Since the Jewish tradition views the human body as sacred, a virtual temple of the living God, physical abuse, excremental assault, and the subsequent murder and desecration of bodies was a particular affront to the theological senses. This conveyed at least an intermittent hopelessness and despair, I believe, as the Jewish people may have looked sadly heavenward to a God who apparently no longer shared their reverence for life.

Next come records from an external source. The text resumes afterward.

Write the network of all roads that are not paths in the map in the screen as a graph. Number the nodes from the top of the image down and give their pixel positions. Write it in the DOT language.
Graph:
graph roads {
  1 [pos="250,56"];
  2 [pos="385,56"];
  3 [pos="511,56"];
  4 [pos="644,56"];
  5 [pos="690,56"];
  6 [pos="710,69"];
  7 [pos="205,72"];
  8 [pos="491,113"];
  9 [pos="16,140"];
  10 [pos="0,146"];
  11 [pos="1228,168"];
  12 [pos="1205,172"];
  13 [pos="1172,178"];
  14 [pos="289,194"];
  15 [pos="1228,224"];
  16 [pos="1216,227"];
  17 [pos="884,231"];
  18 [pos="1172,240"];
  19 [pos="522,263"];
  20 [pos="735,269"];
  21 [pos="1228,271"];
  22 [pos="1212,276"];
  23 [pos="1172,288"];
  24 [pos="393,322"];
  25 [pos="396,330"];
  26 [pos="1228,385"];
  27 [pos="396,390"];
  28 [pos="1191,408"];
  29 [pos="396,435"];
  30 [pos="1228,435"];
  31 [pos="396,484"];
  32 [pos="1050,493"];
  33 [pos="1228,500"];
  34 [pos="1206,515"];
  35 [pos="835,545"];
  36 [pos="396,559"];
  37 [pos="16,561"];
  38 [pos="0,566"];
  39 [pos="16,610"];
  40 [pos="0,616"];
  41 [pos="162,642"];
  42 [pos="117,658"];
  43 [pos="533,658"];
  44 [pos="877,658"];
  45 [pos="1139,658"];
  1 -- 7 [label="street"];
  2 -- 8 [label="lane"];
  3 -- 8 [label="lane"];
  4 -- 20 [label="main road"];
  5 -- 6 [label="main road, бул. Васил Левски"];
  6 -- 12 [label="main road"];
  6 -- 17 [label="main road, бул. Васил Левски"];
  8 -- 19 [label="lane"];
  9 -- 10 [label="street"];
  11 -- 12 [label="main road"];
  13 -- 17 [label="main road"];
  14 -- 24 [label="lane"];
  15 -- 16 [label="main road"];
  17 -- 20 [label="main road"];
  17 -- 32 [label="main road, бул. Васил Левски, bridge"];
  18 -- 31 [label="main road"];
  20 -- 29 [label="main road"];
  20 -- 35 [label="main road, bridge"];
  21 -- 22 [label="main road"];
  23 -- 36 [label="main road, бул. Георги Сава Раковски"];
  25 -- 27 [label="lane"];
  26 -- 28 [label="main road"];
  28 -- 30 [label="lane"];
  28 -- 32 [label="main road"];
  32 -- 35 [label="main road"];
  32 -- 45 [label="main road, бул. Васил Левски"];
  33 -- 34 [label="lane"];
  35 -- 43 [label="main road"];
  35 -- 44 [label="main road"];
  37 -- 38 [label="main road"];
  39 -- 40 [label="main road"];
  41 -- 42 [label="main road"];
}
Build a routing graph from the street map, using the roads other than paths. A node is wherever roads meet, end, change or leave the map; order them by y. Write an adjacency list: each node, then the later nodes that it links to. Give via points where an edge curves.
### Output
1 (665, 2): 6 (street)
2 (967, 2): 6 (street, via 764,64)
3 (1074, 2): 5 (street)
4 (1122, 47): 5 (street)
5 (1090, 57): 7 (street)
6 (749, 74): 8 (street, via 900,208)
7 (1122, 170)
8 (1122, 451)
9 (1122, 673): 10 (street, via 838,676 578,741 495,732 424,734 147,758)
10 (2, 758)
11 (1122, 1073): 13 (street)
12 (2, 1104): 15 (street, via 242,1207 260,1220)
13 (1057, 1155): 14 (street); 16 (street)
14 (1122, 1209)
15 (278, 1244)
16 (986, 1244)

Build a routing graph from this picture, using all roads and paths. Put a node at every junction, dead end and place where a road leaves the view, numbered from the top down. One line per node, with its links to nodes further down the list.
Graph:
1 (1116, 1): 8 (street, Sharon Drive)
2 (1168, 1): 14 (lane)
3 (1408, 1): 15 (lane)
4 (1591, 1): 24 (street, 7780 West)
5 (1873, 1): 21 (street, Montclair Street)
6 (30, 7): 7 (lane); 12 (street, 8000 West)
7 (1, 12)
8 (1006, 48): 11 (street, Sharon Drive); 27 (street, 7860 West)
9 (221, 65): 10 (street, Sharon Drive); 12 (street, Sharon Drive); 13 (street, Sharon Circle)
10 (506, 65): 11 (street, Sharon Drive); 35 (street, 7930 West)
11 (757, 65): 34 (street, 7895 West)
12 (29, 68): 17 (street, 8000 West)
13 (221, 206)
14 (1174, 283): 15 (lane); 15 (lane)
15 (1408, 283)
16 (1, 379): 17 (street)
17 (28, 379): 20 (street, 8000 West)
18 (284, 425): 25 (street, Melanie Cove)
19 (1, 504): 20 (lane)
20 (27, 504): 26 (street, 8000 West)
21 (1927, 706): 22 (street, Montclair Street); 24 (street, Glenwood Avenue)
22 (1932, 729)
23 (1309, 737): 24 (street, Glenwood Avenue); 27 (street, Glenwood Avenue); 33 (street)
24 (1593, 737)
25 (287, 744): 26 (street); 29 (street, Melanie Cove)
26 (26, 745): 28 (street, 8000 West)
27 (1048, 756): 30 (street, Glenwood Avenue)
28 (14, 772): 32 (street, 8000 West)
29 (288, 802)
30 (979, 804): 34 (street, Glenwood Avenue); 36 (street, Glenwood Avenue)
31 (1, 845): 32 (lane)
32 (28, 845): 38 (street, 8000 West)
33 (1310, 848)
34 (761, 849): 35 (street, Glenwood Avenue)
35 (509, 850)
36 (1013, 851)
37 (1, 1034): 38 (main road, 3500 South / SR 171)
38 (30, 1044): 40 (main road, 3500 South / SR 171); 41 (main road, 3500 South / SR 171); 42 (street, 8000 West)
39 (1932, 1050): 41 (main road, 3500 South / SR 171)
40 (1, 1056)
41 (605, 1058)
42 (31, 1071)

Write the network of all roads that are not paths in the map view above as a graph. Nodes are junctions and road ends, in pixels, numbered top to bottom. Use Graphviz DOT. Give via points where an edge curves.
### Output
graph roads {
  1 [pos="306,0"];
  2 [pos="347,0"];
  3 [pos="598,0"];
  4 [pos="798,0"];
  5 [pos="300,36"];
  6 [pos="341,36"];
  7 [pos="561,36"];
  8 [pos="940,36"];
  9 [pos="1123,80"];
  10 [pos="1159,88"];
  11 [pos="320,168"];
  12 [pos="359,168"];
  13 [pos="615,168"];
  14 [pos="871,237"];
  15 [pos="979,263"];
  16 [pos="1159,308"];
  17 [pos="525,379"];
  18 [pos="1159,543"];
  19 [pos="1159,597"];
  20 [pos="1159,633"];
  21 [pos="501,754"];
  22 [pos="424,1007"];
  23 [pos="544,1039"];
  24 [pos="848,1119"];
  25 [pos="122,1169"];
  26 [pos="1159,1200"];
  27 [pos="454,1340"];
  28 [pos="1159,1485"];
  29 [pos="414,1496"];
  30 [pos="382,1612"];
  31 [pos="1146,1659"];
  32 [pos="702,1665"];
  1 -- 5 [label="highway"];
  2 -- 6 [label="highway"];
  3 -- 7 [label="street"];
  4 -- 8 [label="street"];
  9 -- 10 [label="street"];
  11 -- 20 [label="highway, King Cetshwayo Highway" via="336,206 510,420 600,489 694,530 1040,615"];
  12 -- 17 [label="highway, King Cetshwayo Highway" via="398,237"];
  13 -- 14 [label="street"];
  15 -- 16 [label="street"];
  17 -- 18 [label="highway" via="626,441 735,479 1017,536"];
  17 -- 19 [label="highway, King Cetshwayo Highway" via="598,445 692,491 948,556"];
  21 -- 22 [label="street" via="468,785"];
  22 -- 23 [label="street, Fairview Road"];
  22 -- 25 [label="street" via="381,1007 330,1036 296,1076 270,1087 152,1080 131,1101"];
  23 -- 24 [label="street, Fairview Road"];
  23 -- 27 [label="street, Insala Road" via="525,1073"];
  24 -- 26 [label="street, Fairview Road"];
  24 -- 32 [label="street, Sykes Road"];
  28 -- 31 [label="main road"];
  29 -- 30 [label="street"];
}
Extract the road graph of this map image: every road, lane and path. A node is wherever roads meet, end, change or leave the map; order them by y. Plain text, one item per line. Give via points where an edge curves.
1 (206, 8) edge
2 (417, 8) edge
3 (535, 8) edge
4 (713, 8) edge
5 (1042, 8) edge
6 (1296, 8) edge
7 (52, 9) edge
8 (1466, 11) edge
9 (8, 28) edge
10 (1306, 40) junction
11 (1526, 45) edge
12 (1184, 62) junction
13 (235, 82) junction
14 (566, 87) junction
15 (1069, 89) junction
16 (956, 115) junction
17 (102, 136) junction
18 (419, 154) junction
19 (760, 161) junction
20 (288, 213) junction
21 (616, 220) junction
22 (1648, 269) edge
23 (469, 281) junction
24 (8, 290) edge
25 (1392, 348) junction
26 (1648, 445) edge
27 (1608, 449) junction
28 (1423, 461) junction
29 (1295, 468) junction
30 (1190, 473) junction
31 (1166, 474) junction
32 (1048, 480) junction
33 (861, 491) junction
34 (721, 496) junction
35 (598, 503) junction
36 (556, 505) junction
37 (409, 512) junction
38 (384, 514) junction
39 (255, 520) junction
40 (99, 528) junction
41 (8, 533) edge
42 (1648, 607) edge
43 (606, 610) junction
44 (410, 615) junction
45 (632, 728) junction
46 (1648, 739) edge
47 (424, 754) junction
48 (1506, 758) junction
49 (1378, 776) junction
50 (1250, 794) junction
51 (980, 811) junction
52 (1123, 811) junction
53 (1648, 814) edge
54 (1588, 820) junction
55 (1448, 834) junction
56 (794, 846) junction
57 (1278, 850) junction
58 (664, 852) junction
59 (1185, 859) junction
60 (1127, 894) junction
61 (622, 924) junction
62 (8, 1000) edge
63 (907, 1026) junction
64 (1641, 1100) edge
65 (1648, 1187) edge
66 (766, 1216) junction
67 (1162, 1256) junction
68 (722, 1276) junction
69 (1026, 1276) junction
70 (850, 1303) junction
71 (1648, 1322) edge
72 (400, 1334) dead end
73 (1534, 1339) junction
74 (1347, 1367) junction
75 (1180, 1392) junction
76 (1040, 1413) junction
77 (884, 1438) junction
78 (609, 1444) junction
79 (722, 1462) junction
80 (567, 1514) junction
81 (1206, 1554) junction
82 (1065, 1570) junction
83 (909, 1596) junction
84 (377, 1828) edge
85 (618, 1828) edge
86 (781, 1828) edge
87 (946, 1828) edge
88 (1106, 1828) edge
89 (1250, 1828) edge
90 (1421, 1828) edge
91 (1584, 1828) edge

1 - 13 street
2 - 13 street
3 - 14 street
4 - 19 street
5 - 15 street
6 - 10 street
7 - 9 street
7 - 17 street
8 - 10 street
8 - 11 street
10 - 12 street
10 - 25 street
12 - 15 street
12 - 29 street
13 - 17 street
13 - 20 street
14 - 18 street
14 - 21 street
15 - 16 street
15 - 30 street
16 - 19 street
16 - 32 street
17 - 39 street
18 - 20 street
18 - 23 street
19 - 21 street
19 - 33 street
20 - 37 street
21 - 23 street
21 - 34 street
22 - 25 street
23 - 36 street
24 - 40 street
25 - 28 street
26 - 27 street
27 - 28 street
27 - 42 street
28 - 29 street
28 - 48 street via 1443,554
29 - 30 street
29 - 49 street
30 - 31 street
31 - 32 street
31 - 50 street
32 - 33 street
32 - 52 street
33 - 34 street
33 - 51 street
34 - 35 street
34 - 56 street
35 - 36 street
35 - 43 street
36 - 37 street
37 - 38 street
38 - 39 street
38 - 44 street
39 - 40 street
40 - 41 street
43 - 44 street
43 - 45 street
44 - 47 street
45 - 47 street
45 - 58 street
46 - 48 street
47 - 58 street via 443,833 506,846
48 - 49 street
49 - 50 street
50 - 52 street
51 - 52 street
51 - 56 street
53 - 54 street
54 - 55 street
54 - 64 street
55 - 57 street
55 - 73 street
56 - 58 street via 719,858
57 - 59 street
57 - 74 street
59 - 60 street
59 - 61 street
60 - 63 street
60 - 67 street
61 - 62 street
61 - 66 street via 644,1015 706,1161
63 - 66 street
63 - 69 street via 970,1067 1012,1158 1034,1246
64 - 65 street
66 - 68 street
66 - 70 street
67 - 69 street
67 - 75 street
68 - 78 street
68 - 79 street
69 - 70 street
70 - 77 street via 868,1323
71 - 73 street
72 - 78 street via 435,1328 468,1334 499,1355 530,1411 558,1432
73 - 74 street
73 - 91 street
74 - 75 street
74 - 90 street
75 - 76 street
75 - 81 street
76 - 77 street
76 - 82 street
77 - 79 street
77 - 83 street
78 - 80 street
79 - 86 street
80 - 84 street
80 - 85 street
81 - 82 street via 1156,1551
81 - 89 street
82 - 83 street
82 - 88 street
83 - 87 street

This imagery is poignantly depicted than in the second floor room of the museum, where the Book of Remembrance lists thousands of names of those who died in the holocaust. Standing there before the formidable book, encased in glass, I couldn’t help but consider Biblical prophecies concerning the anticipated Great White Throne Judgment as described in Revelation 20:11-15. “Then I saw a great white throne and him who was seated on it. Earth and sky fled from his presence, and there was no place for them. And I saw the dead, great and small, standing before the throne, and books were opened. Another book was opened, which is the Book of Life. The dead were judged according to what they had done as recorded in the books. The sea gave up the dead that were in it, and death and Hades gave up the dead that were in them, and each person was judged according to what he had done. Then death and Hades were thrown into the lake of fire. The lake of fire is the second death. If anyone's name was not found written in the book of life, he was thrown into the lake of fire. “
Gazing up at the ceiling of this beautiful, almost ethereal room filled with light, I carefully reviewed the names as written there, cognizant of the fact that each name was representative of a person, a human being created in the image and likeness of God. Surely their names would be found in the Book of Life as recognition for the terrible suffering they endured prior to being recorded in the Book of Remembrance, the tiled smoke stacks that flanked the glass case once again reminiscent of artistic beauty to be found even in the midst of despair. Although the smoke that issued from the towers outside of the concentration camps may have destroyed the bodies of those murdered, here, in this place, they are a means to ensure the safe passage of the spirit back to a God who loves them.